**TASK DESCRIPTION**
Restate word for word the lines of the entries below, starting with the line that holds "middle dip: (848, 704)" and ending with the line that holds "pinky dip: (1250, 770)", and no others.

# # # # # # #

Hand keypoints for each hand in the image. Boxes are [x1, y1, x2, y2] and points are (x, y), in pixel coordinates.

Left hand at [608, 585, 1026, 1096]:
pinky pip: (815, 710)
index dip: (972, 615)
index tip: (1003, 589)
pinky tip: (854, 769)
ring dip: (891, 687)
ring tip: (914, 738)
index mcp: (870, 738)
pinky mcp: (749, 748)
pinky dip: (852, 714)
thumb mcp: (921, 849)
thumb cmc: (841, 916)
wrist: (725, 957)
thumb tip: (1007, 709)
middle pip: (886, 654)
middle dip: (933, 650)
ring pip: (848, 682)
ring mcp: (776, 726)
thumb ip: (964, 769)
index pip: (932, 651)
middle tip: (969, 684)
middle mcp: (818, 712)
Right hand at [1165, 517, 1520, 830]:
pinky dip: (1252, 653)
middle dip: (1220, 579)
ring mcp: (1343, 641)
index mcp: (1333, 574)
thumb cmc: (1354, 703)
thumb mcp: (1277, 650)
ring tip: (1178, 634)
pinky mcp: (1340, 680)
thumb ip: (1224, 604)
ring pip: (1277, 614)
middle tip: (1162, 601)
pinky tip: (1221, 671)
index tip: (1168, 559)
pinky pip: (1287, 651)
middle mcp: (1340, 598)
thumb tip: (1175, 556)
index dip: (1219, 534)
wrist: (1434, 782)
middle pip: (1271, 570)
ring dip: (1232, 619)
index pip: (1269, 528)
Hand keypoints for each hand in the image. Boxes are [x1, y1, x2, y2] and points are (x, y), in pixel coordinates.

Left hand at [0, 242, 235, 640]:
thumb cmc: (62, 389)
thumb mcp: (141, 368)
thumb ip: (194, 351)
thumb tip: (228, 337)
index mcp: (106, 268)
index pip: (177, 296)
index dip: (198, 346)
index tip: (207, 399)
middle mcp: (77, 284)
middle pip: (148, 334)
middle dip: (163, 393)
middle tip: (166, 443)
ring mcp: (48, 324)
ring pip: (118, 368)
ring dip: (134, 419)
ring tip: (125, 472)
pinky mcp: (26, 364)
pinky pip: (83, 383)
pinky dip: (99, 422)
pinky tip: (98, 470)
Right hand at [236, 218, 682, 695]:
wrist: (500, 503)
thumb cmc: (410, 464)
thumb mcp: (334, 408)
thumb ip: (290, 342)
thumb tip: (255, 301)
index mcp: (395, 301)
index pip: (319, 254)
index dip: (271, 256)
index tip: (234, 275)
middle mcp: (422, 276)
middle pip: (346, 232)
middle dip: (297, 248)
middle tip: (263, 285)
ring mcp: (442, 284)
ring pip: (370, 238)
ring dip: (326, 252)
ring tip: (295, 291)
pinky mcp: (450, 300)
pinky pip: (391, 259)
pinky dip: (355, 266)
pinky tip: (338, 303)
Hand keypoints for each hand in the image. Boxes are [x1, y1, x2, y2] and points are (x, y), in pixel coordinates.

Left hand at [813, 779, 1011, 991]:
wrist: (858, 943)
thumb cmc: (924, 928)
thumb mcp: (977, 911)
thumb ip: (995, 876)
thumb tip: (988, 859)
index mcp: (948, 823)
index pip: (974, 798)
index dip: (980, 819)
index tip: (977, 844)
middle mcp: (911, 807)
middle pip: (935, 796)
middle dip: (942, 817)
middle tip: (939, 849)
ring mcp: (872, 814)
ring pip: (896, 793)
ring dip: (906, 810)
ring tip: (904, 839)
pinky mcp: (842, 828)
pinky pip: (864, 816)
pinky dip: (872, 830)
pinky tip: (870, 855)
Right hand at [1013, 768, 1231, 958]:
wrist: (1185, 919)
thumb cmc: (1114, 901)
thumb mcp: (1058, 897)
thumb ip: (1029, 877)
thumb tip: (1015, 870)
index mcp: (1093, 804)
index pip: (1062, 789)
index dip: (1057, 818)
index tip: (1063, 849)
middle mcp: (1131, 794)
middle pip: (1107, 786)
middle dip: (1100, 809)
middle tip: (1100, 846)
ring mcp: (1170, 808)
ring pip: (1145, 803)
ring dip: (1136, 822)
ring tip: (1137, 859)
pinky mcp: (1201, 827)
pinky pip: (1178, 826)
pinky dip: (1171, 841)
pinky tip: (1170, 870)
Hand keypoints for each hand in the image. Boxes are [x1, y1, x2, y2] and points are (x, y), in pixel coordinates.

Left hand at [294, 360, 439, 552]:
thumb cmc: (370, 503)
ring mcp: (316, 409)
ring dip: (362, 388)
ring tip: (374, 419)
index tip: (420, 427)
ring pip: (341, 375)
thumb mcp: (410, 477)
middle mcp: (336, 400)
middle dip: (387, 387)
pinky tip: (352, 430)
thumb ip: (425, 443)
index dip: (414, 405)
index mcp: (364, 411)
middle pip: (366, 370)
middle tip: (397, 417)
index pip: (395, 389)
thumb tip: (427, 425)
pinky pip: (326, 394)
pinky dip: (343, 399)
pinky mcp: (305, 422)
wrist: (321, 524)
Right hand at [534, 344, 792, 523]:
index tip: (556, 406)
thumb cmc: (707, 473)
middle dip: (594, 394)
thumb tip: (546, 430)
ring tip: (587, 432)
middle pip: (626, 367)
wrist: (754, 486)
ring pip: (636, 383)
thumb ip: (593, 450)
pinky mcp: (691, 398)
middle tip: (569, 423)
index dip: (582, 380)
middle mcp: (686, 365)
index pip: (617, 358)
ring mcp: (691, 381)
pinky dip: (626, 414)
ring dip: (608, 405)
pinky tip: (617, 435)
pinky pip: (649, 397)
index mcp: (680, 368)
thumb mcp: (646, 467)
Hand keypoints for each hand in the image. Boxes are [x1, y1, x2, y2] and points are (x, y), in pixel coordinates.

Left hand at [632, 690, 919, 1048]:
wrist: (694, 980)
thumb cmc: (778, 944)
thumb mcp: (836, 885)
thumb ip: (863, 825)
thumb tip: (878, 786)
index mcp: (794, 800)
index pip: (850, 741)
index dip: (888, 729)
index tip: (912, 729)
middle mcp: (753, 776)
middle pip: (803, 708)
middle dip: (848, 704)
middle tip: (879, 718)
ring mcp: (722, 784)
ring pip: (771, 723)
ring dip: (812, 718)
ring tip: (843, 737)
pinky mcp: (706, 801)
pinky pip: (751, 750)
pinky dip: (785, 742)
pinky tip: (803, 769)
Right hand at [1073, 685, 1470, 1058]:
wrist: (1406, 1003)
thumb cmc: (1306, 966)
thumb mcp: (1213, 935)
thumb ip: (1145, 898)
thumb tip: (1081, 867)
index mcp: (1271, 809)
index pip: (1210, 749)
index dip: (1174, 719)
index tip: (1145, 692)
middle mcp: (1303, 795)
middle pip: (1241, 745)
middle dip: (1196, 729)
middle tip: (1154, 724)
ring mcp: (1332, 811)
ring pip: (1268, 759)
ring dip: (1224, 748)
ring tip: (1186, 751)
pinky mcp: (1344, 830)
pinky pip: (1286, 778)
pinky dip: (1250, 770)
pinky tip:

# # # # # # #

**SOLUTION TO THIS PROBLEM**
middle dip: (848, 704)
middle tip: (879, 718)
ring mcp: (722, 784)
ring pip: (771, 723)
ring dip: (812, 718)
ring tip: (843, 737)
pinky mcp: (706, 801)
pinky pip: (751, 750)
pinky dip: (785, 742)
pinky tip: (803, 769)
Right hand at [1073, 685, 1470, 1058]:
wrist: (1406, 1003)
thumb cmc: (1306, 966)
thumb mcp: (1213, 935)
thumb ip: (1145, 898)
thumb tip: (1081, 867)
index mcp: (1271, 809)
index pip: (1210, 749)
index dip: (1174, 719)
index tip: (1145, 692)
middle mcp: (1303, 795)
middle pip: (1241, 745)
middle dip: (1196, 729)
middle tip: (1154, 724)
ring mcp: (1332, 811)
ring pip: (1268, 759)
ring dip: (1224, 748)
ring tip: (1186, 751)
pinky mcp: (1344, 830)
pinky pip: (1286, 778)
pinky dip: (1250, 770)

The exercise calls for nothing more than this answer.